Et le Survivant partit, sans se retourner, d'une démarche lasse.

La nuit suivante, Drago Malefoy ne dormit pas. Sa conscience le torturait. Il se rendait compte que durant tout ce temps, il s'était menti à lui même.
Non il n'était pas indifférent au sort des autres. Non, il ne se moquait pas de savoir ce qu'allait devenir le monde de la magie.
Il avait stupidement suivi ses parents et leurs idéaux. Maintenant il se trouvait marqué à vie.

Il s'était menti aussi sur un autre point : il ne détestait pas Potter. Pas vraiment. Il ne l'aimait pas non plus. Mais il l'avait observé et il venait de se rendre compte que Potter n'était pas celui qu'il pensait. Sinon, il n'aurait jamais protégé sa mère sans rien attendre en retour.
Potter était un foutu héros, décidé à sauver tout le monde. Mais il n'était pas avide de célébrité ni de reconnaissance.

Il prit sa décision au petit matin, alors que l'aube grise envahissait la chambre. Il alla prendre son petit déjeuner dans la Grande Salle et prit son temps, surveillant la table des Rouge et Or.
Quand Potter et ses amis se levèrent, il se leva également.
Il bouscula Granger pour se pencher vers elle et lui murmurer "Je dois te parler" à l'oreille.
Elle le regarda en plissant les yeux, mais ses cernes et son air fatigué durent la mettre en confiance. Elle lui murmura "Bibliothèque dans cinq minutes".

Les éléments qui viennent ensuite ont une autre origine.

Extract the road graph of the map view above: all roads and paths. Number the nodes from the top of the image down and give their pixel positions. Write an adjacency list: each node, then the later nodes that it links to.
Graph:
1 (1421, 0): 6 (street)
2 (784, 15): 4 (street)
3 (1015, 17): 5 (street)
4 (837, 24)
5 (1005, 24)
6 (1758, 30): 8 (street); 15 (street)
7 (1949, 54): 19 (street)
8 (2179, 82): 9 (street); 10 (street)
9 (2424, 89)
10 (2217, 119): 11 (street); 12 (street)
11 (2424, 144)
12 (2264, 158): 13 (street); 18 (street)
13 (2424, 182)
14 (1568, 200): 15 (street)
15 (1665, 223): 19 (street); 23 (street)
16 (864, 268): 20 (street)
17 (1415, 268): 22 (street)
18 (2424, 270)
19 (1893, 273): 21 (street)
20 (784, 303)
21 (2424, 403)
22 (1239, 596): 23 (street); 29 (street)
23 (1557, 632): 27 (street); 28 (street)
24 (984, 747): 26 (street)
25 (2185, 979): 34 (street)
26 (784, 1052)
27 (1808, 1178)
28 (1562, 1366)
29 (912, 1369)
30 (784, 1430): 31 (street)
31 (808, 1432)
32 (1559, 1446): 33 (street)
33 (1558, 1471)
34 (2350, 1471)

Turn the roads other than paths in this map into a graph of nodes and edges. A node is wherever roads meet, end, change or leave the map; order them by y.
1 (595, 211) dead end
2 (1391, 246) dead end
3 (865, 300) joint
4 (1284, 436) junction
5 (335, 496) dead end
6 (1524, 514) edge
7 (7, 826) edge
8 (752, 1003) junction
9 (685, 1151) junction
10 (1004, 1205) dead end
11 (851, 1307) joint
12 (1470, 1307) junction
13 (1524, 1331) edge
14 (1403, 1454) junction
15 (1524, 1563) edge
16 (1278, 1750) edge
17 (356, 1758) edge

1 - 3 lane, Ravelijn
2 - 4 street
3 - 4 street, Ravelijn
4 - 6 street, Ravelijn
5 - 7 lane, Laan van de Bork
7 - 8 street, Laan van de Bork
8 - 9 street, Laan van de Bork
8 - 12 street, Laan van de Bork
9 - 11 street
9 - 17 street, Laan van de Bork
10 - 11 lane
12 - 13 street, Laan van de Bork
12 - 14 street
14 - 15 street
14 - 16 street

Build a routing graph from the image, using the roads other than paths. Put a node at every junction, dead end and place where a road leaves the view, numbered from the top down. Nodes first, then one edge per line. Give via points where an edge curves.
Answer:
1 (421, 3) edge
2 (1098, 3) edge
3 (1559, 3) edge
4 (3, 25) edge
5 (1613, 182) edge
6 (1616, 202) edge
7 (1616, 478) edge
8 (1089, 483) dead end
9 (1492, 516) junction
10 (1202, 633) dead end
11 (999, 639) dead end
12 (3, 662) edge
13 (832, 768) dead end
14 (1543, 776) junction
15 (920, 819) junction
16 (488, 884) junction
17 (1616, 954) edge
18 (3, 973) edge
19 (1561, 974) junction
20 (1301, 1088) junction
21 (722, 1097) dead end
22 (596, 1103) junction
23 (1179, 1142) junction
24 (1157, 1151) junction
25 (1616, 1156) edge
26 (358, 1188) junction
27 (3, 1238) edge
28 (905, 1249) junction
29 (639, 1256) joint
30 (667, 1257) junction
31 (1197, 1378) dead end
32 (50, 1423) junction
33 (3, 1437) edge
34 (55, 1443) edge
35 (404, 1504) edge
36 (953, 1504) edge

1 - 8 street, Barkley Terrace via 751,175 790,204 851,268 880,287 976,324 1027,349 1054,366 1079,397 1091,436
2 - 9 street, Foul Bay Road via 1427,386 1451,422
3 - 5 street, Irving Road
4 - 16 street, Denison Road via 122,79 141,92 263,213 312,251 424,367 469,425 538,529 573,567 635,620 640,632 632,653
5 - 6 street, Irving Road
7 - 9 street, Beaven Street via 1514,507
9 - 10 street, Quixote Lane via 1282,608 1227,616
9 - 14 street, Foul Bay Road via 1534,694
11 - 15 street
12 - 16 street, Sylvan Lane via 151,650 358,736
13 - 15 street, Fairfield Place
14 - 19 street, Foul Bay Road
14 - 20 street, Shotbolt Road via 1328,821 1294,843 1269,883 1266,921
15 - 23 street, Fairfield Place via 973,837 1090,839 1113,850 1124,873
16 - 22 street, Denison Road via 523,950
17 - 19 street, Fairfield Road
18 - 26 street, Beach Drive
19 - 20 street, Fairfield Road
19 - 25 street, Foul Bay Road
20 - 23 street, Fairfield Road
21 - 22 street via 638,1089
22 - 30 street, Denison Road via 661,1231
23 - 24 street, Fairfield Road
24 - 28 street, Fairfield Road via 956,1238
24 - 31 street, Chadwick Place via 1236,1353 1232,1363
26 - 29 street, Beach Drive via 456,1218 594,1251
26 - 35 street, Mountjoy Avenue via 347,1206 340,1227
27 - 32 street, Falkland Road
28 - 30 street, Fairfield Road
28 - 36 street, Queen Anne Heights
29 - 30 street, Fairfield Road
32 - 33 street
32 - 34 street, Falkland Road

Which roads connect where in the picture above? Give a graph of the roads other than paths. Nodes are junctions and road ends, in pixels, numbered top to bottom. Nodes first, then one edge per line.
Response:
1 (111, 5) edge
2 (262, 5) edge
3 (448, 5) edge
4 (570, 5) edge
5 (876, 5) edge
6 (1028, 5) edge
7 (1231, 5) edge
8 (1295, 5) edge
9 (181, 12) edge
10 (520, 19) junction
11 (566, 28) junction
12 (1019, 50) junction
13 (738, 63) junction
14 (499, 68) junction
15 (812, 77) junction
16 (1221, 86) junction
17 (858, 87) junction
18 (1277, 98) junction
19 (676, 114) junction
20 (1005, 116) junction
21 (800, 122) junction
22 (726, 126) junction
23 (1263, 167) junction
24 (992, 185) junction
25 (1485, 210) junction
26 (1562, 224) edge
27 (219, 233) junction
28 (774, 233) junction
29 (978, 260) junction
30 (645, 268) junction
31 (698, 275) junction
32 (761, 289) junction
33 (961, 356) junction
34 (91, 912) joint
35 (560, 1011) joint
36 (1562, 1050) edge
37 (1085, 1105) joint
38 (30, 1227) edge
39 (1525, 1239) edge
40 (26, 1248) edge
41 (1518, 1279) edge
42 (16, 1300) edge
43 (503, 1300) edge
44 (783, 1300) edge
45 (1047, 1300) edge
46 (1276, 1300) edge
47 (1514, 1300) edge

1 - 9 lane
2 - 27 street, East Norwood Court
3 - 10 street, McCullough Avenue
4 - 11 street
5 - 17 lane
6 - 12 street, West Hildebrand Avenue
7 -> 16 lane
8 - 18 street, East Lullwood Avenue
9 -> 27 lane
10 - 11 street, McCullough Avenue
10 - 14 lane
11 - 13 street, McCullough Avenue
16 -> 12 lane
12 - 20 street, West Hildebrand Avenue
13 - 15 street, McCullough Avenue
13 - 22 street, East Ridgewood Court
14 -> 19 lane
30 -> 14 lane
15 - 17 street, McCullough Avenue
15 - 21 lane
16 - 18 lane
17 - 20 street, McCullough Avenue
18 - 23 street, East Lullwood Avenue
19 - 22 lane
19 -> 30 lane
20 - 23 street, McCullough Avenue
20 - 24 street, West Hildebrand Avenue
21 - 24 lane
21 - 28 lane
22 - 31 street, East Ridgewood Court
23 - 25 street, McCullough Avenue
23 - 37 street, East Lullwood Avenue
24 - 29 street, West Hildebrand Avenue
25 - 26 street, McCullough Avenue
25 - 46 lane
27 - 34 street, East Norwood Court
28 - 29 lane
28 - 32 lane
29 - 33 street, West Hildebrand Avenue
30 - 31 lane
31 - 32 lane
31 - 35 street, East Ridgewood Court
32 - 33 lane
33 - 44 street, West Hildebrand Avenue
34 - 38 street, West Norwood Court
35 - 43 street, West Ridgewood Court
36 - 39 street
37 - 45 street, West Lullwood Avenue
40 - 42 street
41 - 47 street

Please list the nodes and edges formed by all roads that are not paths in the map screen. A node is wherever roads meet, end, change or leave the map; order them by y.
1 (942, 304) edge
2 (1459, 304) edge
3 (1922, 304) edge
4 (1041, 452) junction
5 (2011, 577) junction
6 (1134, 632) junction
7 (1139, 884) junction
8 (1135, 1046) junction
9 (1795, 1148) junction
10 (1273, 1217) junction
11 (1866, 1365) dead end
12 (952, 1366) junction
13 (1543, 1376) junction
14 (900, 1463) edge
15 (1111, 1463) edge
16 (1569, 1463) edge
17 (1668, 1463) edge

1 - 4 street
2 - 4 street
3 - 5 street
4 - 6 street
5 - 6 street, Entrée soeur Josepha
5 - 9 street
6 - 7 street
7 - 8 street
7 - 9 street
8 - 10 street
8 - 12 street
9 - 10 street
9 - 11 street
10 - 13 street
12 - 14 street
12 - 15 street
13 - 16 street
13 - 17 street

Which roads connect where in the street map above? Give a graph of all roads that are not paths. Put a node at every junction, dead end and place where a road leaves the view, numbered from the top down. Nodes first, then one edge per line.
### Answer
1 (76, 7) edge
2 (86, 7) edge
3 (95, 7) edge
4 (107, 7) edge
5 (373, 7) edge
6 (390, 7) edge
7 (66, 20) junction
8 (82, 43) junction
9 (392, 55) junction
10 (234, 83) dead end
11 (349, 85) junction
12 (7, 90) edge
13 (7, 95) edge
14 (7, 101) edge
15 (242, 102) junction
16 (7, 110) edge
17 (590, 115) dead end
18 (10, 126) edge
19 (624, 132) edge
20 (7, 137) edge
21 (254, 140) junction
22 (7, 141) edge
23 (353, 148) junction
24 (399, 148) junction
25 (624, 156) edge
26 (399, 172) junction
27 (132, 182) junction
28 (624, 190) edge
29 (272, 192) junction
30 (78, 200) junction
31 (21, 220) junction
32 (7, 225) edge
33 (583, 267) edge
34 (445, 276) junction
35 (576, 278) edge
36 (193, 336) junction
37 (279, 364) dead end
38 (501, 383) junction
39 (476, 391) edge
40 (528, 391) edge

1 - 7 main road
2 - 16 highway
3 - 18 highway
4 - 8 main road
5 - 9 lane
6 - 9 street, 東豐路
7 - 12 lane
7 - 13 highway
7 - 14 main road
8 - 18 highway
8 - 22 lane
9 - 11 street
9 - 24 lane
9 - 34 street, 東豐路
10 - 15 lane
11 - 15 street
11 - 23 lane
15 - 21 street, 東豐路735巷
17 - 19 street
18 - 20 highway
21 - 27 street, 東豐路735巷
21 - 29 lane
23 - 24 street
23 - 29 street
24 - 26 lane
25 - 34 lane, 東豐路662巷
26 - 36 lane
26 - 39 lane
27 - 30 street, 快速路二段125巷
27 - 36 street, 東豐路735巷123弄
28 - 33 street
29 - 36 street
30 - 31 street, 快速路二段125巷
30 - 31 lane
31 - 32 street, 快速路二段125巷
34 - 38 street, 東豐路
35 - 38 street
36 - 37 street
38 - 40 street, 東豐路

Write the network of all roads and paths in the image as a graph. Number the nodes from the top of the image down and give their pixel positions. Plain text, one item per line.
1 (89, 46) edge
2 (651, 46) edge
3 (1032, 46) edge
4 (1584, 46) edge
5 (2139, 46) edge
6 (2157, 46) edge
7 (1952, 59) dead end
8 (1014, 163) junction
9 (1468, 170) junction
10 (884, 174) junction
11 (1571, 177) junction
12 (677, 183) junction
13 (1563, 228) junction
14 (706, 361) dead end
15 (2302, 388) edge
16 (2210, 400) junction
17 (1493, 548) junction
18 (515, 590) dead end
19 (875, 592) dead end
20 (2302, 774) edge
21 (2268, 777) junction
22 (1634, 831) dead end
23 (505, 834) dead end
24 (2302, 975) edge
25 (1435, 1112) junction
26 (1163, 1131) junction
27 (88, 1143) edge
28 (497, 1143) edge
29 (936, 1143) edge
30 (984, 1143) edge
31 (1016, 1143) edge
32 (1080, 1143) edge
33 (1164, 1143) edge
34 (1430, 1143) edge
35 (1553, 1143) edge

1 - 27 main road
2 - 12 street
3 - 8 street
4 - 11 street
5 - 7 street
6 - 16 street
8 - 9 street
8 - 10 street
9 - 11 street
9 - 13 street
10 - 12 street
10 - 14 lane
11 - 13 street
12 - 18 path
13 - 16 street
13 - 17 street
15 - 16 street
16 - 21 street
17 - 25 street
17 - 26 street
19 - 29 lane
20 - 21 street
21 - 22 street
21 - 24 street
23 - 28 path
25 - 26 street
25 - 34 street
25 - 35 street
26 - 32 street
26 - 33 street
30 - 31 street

Il rejoignit la bibliothèque, sortit un parchemin et se mit à écrire, levant de temps à autre les yeux vers la porte. Exactement six minutes plus tard, Granger entrait et se dirigeait vers lui d'un pas décidé.

- Malefoy.
- Granger.
- Tu voulais ?
Drago hésita un instant. Il sentait sa vie sur le point de basculer mais ça n'avait plus d'importance.

- Il y a des choses que je ne peux pas dire car je n'en ai pas le droit. Je n'ai pas le droit de les dire.
Il soupira, tandis que Granger le regardait attentivement, attendant la suite.
- Par contre, rien ne m'empêche de les écrire.

Une lueur de compréhension passa dans les yeux de Granger et elle sourit, amusée.
- J'aime beaucoup la logique des Serpentards...

Drago sourit à son tour. Puis il prit le parchemin qu'il venait de noircir de son écriture fine et délicate avant de le lui donner.
- Tu le remercieras de ma part pour avoir mis ma mère à l'abri. Je sais que mon père ne changera jamais et... Mère le sait.
- Malefoy... Que vas tu faire maintenant ?
- Continuer d'obéir lâchement aux ordres en attendant d'avoir une autre solution.
- Harry peut t'aider...
- Il l'a déjà fait.

Il se leva et s'éloigna alors que Granger le rappelait.
- Malefoy ?
Il ne répondit pas, penchant juste la tête pour lui montrer qu'il écoutait.
- Tu n'es pas un lâche, même si tu le penses. Tu as juste agi pour protéger ceux que tu aimes.

Il ne se retourna pas, pour ne pas qu'elle voit les larmes qui brillaient dans ses yeux.
Il quitta la bibliothèque et erra dans les couloirs déserts de Poudlard.
Il préférait penser qu'il était lâche. Parce que s'il ne l'était pas, il allait se mettre à faire des choses stupides, qui mettraient sa vie en danger.
Il se dit qu'après tout, rien ne l'empêchait d'écrire les informations qu'il recevait de Celui-dont-on-ne-doit-pas-prononcer-le-nom pour ensuite égarer ses notes à proximité de Granger.
Ainsi, il ne trahissait aucune parole et ne devenait pas un espion : il ne dirait rien, et n'aiderait pas directement Potter.
Personne ne lui avait interdit d'écrire et de parler à Granger après tout...
Il pourrait ainsi continuer à être lâche tout en espérant au fond de son cœur que Potter-le-héros soit le grand vainqueur de la guerre qui s'annonçait.

Drago Malefoy était particulièrement doué pour se mentir à lui même...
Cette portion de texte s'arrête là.